Using an index is supposed to be cheap/free. Calculating the next index is not guaranteed to be so. If you want another example of something that's not lazy, try String.CharacterView. Calculating the next index may be arbitrarily complex since I can string as many combining marks together as I want, though in practice it will be pretty cheap. But even this "pretty cheap" is still work, and depending on what I'm doing in the loop, calculating character indexes may be a significant fraction of the work performed.

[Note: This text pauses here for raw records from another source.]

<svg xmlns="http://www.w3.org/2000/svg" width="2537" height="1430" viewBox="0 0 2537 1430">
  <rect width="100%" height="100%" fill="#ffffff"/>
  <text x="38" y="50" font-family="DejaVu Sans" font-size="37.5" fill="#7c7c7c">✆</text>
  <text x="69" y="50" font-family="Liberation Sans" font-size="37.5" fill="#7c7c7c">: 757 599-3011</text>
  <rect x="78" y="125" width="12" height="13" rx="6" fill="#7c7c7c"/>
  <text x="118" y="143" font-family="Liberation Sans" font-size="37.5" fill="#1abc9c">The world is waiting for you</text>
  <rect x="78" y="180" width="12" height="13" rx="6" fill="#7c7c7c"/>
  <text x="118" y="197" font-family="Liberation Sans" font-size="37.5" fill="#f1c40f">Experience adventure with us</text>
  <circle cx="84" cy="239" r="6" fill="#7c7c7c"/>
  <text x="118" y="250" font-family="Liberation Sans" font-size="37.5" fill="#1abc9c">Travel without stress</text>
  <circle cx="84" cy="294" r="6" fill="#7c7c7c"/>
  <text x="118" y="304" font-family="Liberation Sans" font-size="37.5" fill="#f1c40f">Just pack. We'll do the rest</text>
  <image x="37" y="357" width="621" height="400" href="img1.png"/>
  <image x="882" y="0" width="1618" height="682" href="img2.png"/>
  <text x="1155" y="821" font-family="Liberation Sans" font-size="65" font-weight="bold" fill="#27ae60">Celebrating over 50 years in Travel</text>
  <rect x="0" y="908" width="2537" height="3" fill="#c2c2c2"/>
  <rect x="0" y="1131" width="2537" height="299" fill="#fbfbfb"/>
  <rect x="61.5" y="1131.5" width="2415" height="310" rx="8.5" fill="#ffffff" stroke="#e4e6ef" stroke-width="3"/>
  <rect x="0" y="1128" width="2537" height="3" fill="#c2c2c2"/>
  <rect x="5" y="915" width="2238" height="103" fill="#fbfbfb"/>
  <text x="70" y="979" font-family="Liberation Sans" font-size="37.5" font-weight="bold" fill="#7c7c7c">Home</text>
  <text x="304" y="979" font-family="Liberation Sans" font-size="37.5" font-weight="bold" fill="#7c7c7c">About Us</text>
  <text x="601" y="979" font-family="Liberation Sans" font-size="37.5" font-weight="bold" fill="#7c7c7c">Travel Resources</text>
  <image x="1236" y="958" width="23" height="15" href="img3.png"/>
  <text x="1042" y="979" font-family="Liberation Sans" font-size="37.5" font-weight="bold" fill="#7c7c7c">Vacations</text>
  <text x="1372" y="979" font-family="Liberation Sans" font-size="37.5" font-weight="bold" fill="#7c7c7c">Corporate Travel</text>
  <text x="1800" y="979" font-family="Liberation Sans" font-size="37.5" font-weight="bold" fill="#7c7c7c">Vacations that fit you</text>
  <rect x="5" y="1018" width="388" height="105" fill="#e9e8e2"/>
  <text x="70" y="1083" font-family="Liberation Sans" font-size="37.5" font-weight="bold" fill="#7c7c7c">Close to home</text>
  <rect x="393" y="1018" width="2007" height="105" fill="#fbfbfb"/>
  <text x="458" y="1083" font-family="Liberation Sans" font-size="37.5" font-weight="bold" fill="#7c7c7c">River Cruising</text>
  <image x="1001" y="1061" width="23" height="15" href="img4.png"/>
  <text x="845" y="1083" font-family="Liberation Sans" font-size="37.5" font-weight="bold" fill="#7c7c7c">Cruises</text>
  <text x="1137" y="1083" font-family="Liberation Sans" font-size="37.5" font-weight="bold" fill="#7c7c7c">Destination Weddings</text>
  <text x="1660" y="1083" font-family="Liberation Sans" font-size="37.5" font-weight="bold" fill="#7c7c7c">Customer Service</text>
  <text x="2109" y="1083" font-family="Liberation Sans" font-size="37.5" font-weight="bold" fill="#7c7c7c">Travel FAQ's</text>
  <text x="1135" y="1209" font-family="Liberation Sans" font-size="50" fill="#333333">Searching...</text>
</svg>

> > As an example, if my collection is `someArray.lazy.filter(…)` then
> > zip(col.indices, col) will run the filter twice over the collection.
> 
> Okay.
> 
> >> > Incrementing an index in some collections can be unnecessarily
> >> > costly. 
> >> 
> >> Seems like it's only *unnecessarily* costly in badly implemented
> >> collections?
> >
> > A collection doesn't have to be badly-implemented to have a
> > non-trivial cost for calculating the next element. 
> > As above, someArray.lazy.filter(…) is a good example of such a
> > collection.
> 
> Its conformance to Collection is quite sketchy.

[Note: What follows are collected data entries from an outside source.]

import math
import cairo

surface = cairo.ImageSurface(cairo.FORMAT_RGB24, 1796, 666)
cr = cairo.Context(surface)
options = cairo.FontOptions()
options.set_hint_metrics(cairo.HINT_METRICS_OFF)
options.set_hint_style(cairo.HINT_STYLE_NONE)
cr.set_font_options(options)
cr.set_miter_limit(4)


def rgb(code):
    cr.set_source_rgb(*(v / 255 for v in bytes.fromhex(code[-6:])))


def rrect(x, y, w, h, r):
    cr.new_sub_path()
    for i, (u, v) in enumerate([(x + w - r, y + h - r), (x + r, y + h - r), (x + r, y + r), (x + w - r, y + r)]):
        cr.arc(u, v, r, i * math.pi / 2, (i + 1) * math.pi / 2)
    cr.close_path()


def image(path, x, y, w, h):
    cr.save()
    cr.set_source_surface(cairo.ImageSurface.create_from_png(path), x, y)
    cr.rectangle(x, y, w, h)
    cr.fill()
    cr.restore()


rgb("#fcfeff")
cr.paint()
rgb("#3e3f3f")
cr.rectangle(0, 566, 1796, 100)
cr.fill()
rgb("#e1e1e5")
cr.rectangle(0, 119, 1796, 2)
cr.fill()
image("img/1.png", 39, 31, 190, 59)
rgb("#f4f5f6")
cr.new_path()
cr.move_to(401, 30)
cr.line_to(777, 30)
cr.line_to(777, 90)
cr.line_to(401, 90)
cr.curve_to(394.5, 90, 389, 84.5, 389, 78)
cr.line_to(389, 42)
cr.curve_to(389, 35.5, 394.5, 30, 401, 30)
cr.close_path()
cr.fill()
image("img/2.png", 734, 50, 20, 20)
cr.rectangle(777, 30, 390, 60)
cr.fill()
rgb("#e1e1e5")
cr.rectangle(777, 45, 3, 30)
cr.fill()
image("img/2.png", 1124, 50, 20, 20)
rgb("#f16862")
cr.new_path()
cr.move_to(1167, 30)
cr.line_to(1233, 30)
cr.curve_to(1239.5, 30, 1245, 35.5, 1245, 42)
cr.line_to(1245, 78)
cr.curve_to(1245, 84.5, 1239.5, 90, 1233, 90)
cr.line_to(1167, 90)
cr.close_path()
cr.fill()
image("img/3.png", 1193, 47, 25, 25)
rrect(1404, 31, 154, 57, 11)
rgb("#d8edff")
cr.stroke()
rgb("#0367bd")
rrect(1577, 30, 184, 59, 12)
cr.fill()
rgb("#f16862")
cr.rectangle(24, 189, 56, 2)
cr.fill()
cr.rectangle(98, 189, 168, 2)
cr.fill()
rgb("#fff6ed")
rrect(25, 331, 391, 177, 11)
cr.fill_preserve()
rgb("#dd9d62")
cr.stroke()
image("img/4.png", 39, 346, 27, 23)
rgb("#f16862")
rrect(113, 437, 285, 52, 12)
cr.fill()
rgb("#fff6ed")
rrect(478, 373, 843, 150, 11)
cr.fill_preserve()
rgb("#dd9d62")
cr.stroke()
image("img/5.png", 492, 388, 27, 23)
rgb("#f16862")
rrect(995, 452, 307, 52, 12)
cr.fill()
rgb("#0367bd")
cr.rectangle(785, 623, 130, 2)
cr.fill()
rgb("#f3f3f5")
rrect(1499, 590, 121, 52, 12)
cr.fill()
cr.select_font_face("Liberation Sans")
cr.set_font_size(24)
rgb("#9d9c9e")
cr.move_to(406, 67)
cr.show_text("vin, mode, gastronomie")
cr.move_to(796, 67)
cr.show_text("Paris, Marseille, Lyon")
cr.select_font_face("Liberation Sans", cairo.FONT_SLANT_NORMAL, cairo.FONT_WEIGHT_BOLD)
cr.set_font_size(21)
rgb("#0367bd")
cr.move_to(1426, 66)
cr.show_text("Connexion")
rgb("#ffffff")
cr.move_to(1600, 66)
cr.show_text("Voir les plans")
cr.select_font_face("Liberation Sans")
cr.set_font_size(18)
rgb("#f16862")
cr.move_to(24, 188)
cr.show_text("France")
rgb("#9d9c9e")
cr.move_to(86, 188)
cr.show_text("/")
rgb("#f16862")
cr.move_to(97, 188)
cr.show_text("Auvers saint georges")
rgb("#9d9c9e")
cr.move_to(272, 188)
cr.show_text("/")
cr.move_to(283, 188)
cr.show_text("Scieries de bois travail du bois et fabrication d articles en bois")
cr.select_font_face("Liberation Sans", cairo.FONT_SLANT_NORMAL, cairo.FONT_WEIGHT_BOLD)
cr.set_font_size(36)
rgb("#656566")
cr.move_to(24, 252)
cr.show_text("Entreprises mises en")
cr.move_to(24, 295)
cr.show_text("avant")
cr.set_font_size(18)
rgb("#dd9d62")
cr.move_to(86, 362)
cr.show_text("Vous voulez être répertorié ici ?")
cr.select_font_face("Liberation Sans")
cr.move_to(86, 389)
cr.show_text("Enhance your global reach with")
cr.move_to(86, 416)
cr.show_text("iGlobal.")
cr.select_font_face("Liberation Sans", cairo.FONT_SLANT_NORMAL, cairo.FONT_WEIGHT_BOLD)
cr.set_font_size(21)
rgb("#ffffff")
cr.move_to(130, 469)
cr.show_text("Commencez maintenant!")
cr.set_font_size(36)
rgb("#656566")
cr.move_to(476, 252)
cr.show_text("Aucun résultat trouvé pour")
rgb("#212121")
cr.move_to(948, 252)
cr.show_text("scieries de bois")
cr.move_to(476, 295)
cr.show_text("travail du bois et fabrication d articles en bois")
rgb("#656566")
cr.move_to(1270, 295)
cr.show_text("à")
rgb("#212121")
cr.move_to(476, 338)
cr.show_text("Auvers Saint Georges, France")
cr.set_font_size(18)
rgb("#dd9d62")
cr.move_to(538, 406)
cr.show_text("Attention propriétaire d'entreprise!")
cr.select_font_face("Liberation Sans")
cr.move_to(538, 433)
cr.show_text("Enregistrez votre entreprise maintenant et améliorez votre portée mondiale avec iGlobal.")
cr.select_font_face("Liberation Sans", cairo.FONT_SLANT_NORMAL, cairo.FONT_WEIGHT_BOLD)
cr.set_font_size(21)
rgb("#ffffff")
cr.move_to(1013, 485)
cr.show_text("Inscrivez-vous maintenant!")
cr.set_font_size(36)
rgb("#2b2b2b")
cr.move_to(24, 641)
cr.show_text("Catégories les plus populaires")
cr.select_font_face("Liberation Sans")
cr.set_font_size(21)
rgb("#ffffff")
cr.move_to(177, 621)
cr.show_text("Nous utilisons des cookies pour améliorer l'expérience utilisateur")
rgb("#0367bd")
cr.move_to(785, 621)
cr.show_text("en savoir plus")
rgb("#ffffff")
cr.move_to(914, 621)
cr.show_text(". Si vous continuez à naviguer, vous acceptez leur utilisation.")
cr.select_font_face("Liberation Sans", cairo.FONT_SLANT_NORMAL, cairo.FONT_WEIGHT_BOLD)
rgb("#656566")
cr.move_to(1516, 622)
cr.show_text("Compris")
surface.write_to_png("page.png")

But it's not the only collection where calculating indexes is non-trivial.

-Kevin Ballard

> >> > In a lazy filtered collection, an index increment is potentially
> >> > O(N). We feel this is better addressed introducing a new function into
> >> > the Standard Library to provide a more efficient design that avoids
> >> > the attractive nuisance of the "obvious" solution.
> >> 
> >> I am generally opposed to adding this.  The usual solution developers
> >> will reach for here is:
> >> 
> >>     for i in x.indices {
> >>         somethingWith(x[i])
> >>     }
> >> 
> >> zip(indices, self) is only suboptimal for lazy filtered sequences, which
> >> should be used with care anyhow (see the note here:
> >> http://swiftdoc.org/v3.0/type/LazyFilterCollection/).
> >
> > It's suboptimal for any collection with a non-trivial index.
> 
> Which should be an exceedingly rare thing.
> 
> >> If you really need a lazy sequence of pairs that's optimal with lazy
> >> filtered sequences, 
> >> 
> >>     x.indices.lazy.map { ($0, x[$0]) }
> >> 
> >> is a good solution and pretty easy to write.
> >
> > And yet people will write zip(x.indices, x) instead because it's
> > shorter and not immediately obvious that it may be suboptimal
> > depending on the collection.
> >
> > Why are you opposed to adding this? 
> 
> Mostly because it's additional API complexity, the usefulness appears to
> be marginal, and it's optimizing for what should be a rare corner case
> (collections that don't conform to efficiency expectations).
> 
> I'm not dead-set against adding it, but ATM it doesn't seem like there
> are important use-cases that will benefit substantially from having it.
> Convince me this is addressing a real need, and we'll talk.  In phase 2
> :-).
> 
> > The ability to work around its lack doesn't mean it doesn't have
> > value, and the fact that the simplest workaround is not the best one
> > is I think a good reason to make the easiest solution into the best
> > one (by providing .indexed()). Add to that the fact that a lot of
> > people probably use .enumerated() to produce indexes when working with
> > arrays, and this is a pitfall when working with other types, such as
> > ArraySlice which still has Int indexes but is no longer zero-based.
> 
> I am also concerned about introducing confusion around the difference
> from enumerated().  These methods will have identical semantics for
> Array.